> **About this exercise**
Which lines of the records below contain the word "fabs"? Report each of them in full.

> **Input material**
+ + + +
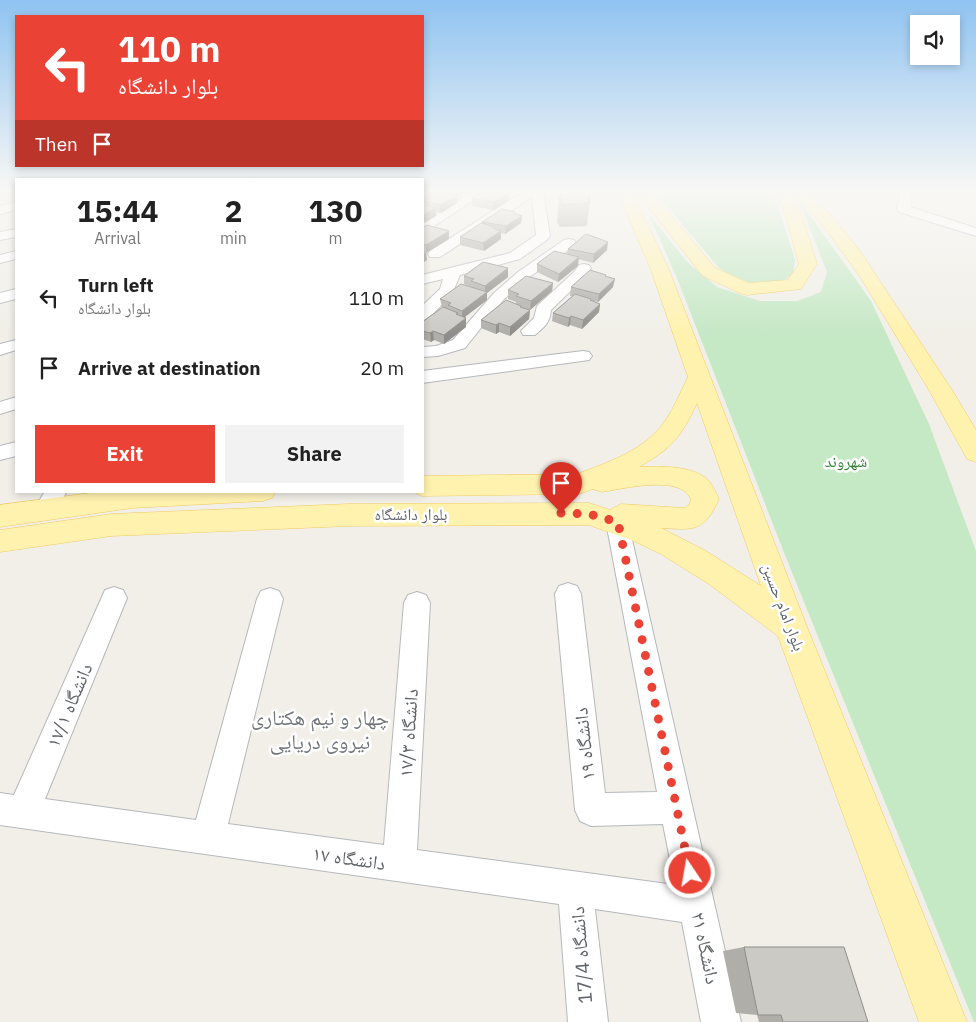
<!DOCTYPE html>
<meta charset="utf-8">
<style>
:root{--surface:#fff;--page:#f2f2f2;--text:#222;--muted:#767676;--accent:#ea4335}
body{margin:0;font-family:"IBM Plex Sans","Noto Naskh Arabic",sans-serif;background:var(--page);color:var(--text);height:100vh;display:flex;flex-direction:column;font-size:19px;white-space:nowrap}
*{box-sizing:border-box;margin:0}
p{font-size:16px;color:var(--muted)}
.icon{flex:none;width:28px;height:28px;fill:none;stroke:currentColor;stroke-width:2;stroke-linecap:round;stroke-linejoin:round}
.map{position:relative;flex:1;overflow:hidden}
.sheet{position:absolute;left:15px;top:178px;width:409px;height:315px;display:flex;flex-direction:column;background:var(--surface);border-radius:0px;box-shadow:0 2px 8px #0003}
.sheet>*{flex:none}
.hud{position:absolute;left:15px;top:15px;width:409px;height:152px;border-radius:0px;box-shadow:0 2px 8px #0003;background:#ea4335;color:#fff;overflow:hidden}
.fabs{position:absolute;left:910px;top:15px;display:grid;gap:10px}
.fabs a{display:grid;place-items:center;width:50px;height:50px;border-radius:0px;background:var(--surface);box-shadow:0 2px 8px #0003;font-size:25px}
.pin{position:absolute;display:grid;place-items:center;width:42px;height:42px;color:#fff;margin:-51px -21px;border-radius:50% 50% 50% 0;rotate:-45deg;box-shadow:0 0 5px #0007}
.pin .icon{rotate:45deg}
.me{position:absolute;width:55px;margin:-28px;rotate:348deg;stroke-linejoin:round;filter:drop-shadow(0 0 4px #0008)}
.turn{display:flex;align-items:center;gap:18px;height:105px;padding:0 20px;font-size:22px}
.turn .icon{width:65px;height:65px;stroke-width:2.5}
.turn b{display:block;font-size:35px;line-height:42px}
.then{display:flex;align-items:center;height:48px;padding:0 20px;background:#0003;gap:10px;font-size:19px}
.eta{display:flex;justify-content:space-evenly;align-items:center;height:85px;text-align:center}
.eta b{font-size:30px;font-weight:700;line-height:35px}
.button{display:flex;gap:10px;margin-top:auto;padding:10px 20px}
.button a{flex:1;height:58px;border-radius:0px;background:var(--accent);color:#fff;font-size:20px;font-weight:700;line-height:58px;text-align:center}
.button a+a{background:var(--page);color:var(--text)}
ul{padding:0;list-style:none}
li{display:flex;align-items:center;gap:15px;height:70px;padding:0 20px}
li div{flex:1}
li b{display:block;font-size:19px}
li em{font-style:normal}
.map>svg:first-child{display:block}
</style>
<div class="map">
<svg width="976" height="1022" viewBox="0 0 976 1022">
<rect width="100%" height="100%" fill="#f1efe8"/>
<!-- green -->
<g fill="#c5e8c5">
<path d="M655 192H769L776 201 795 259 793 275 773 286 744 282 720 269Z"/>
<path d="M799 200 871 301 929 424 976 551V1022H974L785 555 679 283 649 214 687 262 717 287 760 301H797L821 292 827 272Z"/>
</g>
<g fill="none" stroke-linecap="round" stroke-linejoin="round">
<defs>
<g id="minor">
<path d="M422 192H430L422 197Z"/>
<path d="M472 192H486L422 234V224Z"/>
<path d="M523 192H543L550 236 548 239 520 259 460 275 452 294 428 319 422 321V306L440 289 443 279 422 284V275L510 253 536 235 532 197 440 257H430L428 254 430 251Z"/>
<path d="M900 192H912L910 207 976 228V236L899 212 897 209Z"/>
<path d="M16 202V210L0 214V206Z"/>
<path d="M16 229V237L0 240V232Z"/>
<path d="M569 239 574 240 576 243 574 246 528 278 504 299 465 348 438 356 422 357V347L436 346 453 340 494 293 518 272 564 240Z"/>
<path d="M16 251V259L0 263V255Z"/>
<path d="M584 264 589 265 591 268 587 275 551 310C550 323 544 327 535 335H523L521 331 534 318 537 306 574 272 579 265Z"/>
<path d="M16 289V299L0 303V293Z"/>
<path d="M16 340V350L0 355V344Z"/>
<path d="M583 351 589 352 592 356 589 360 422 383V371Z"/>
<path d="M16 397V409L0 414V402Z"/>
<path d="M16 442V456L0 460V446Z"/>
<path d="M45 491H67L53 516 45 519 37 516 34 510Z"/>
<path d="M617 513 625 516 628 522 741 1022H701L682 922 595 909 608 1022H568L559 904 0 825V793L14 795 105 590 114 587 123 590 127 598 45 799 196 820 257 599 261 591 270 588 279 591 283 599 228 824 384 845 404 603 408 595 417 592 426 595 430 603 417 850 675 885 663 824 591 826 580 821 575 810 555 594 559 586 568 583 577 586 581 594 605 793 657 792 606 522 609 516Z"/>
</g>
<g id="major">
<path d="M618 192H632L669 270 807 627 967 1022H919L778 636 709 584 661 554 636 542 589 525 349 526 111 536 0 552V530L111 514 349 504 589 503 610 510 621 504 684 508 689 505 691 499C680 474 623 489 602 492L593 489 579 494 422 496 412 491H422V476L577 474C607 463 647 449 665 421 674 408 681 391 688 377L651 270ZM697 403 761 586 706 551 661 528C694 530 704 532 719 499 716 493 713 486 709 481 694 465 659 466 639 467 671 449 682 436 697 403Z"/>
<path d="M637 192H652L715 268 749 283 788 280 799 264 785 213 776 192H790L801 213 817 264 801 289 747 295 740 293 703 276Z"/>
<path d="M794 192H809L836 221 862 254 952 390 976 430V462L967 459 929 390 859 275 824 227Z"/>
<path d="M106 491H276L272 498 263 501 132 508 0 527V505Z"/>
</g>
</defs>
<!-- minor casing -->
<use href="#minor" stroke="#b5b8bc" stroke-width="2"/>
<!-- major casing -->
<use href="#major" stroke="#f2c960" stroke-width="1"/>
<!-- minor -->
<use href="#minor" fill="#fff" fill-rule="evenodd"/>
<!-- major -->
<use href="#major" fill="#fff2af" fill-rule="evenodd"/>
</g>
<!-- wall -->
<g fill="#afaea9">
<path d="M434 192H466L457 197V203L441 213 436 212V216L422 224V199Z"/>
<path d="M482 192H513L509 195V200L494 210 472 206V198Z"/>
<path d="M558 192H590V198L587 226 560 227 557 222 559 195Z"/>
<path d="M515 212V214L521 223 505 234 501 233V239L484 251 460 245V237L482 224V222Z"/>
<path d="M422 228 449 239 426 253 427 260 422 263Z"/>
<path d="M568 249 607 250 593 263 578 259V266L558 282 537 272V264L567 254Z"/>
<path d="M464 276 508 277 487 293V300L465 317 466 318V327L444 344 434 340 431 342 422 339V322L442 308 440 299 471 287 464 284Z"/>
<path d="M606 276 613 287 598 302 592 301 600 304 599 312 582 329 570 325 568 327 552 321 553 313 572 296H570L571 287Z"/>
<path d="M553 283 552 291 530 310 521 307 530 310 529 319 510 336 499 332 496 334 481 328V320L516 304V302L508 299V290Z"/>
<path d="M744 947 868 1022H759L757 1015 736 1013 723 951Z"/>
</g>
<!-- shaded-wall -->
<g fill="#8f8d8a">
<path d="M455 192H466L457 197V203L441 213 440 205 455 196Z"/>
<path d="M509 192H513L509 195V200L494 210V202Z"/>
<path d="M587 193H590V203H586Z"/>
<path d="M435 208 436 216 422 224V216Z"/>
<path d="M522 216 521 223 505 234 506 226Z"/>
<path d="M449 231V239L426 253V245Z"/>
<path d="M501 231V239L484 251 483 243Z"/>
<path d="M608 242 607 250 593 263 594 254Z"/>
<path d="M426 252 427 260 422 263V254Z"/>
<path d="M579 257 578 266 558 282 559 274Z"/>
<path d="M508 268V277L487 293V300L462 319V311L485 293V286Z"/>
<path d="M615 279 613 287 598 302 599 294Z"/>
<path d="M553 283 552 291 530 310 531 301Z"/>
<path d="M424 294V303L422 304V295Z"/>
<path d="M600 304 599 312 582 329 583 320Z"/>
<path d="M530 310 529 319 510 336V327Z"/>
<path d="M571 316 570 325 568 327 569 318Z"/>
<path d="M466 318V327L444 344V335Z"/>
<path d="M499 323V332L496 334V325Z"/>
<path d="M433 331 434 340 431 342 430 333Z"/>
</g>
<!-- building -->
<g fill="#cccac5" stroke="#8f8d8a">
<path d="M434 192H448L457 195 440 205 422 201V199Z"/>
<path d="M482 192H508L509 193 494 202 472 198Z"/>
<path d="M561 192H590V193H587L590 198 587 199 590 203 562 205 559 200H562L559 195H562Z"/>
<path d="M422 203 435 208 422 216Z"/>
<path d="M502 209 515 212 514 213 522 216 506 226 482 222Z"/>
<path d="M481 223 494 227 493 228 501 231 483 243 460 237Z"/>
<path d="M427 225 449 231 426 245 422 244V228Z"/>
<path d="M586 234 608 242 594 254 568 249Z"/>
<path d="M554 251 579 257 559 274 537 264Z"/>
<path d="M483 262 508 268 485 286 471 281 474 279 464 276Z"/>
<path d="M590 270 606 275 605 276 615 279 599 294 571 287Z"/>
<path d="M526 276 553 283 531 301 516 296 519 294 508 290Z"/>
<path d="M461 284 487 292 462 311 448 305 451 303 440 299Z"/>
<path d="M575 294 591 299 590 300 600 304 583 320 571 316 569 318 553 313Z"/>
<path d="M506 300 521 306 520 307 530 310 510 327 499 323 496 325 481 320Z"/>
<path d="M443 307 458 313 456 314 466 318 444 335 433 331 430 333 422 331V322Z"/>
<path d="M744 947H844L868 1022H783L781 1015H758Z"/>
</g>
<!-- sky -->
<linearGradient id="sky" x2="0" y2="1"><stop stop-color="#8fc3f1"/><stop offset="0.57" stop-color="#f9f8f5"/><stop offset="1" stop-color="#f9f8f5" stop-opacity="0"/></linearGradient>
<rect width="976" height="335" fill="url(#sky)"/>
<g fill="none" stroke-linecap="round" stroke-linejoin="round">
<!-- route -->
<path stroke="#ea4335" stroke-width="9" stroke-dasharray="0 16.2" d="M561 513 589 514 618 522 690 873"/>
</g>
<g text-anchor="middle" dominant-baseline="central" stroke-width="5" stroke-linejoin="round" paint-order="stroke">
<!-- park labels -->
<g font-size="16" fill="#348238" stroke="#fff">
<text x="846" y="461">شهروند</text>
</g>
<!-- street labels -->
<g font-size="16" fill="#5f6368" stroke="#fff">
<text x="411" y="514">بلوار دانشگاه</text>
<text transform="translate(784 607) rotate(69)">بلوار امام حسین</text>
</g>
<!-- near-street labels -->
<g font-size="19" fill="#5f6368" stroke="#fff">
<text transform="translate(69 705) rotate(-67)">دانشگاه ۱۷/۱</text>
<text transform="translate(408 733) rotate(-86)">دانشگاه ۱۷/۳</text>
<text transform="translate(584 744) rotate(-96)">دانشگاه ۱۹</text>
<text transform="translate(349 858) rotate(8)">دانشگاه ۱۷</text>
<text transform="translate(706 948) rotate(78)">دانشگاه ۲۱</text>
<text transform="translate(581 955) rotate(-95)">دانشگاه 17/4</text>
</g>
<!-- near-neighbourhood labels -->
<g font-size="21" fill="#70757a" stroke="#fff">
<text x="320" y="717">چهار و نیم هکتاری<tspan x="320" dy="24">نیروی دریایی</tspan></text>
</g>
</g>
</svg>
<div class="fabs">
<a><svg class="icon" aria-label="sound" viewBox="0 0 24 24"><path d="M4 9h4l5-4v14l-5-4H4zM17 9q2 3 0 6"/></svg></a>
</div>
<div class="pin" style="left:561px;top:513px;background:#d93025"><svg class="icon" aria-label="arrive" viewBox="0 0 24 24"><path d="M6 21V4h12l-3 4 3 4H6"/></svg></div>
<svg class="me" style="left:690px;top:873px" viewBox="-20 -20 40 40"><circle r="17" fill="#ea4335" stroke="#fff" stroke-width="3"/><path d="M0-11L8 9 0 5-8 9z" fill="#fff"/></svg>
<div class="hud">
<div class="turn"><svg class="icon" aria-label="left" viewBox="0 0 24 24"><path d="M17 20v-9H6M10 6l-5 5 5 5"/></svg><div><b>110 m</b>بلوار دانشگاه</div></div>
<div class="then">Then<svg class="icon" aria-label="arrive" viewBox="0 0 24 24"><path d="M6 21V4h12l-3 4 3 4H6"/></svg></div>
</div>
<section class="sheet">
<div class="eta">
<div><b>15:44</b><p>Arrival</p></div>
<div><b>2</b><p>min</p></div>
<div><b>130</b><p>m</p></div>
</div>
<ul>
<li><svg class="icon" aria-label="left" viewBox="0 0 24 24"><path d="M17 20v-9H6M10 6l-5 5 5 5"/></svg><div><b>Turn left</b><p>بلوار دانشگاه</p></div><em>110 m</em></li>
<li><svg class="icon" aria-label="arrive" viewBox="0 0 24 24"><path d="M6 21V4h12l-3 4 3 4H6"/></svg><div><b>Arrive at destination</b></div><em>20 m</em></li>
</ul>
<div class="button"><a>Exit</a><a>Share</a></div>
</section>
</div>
+ + + +
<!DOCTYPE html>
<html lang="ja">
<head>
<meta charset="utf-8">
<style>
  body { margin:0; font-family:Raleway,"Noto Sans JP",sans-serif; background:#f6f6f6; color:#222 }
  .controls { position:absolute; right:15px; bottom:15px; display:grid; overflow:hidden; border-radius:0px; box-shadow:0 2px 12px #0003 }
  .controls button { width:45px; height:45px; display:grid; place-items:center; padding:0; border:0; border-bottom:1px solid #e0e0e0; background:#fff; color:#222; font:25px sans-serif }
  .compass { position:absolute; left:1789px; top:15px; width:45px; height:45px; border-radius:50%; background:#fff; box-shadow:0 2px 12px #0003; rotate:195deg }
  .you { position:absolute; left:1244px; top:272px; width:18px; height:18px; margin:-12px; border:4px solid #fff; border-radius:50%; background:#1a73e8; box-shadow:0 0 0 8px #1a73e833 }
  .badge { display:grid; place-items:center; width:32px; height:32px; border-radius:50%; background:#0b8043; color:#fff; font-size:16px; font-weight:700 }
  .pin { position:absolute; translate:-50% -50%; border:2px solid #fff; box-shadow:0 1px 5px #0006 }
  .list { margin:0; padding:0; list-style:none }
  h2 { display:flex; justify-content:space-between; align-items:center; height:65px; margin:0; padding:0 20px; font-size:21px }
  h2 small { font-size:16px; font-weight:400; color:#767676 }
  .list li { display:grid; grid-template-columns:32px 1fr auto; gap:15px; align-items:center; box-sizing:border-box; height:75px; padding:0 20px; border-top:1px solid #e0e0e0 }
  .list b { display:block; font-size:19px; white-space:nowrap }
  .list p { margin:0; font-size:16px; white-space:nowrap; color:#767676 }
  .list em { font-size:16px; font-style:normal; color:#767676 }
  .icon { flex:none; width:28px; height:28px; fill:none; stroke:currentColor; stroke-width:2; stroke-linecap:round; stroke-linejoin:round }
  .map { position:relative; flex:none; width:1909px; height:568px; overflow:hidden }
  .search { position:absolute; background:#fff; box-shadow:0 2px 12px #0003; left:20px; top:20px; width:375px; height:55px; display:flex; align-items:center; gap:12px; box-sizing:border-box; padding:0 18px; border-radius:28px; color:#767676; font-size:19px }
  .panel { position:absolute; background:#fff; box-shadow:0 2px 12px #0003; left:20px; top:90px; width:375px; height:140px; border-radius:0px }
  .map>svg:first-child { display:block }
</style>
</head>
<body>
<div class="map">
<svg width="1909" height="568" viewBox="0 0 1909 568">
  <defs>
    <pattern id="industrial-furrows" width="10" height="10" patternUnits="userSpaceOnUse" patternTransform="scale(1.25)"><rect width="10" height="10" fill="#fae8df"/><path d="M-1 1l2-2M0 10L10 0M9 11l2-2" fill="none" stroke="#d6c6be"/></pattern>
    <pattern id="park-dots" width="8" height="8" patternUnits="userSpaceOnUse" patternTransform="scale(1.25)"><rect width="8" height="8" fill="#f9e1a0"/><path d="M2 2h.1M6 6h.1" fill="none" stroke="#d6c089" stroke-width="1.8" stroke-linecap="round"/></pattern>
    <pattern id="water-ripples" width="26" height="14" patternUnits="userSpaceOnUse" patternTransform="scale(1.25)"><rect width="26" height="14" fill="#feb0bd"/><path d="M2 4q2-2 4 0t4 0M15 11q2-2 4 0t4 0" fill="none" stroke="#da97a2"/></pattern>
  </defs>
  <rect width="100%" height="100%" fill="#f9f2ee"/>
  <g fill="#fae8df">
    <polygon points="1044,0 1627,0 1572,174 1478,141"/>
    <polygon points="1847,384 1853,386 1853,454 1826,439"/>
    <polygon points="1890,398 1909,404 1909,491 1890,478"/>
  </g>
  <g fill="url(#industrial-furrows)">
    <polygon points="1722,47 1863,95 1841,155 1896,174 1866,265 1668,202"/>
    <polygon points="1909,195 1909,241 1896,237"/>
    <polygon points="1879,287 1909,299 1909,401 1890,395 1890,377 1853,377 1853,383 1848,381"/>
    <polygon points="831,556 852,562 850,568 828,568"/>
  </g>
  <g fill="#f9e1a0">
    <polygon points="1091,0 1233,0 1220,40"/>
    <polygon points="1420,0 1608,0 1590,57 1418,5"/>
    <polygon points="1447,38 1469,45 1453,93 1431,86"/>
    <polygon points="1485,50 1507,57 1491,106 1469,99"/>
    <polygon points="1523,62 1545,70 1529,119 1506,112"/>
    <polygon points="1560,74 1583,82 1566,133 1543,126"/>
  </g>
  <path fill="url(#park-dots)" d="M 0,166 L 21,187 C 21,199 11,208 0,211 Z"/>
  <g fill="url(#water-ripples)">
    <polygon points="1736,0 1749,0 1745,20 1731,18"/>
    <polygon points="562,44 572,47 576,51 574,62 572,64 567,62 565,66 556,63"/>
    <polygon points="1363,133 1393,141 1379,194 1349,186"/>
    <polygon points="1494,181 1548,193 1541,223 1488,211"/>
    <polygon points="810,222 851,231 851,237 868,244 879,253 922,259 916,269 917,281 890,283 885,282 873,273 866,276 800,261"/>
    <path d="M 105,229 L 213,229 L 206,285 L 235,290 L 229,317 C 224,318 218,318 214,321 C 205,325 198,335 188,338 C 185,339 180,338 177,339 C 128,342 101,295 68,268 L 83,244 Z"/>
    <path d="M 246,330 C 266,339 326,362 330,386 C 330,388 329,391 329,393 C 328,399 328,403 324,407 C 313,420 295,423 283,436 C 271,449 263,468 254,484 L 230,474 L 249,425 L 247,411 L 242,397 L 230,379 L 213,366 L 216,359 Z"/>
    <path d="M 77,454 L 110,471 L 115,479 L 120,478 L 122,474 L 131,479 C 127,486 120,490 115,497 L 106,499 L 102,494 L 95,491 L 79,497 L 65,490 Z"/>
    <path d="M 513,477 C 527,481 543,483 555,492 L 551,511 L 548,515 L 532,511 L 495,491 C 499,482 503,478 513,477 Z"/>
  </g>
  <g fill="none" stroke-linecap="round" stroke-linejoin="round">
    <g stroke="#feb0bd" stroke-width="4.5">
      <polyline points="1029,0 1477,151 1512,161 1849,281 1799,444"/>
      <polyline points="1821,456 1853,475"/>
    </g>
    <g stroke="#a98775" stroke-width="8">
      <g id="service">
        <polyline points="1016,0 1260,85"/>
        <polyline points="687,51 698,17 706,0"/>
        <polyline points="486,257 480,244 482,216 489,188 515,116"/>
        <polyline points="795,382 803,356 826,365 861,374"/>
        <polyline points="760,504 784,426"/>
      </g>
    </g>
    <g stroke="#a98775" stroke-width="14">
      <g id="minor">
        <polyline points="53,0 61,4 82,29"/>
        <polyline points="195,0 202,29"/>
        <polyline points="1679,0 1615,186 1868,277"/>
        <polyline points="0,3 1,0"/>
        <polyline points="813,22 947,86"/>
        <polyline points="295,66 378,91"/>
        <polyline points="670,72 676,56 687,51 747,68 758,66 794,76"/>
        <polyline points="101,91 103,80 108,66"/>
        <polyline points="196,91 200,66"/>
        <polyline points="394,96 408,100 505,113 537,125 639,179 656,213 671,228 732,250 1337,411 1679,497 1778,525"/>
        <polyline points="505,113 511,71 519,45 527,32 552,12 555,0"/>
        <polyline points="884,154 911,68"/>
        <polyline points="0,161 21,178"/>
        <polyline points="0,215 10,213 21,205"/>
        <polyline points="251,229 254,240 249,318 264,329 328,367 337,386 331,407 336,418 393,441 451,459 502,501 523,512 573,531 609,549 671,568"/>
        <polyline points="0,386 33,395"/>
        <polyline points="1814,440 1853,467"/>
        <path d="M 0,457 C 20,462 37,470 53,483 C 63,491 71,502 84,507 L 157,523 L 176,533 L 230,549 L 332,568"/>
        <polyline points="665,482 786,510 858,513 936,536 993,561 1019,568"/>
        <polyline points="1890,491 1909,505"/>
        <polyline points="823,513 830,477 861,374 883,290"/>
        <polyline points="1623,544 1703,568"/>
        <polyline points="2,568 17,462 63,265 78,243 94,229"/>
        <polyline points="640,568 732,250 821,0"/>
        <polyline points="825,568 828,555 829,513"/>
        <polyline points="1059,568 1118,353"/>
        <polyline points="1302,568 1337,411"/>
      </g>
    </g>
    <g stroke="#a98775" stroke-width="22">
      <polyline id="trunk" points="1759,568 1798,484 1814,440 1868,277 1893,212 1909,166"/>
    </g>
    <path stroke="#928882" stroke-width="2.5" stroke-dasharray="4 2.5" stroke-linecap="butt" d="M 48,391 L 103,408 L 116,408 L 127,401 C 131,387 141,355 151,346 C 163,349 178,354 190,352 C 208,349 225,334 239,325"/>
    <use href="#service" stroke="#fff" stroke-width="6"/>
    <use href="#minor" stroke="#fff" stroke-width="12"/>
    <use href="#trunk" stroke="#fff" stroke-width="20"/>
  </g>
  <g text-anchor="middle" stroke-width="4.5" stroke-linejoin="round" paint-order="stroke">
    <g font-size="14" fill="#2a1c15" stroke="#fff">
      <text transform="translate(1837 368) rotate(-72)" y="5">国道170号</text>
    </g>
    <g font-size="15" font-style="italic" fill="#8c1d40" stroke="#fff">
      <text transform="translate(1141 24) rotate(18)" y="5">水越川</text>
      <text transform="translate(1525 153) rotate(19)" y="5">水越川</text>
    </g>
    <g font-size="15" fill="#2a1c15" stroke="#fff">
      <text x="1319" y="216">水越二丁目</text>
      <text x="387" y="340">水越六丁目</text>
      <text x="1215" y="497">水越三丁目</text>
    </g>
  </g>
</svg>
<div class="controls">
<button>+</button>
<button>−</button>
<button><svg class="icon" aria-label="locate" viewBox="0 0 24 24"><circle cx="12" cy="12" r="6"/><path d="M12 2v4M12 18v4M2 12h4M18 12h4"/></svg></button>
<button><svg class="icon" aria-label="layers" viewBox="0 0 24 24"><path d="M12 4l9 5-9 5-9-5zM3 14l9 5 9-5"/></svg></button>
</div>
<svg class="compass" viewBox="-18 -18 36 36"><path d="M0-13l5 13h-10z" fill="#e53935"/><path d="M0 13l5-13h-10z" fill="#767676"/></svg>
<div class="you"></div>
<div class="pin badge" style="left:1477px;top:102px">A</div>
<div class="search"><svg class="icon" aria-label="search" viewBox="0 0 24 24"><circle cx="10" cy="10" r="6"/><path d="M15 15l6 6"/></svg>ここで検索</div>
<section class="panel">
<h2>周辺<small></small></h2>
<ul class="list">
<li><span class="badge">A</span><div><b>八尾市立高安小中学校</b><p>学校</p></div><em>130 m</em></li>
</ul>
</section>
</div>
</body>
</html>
+ + + +
> **Response below**
.fabs{position:absolute;left:910px;top:15px;display:grid;gap:10px}
.fabs a{display:grid;place-items:center;width:50px;height:50px;border-radius:0px;background:var(--surface);box-shadow:0 2px 8px #0003;font-size:25px}
<div class="fabs">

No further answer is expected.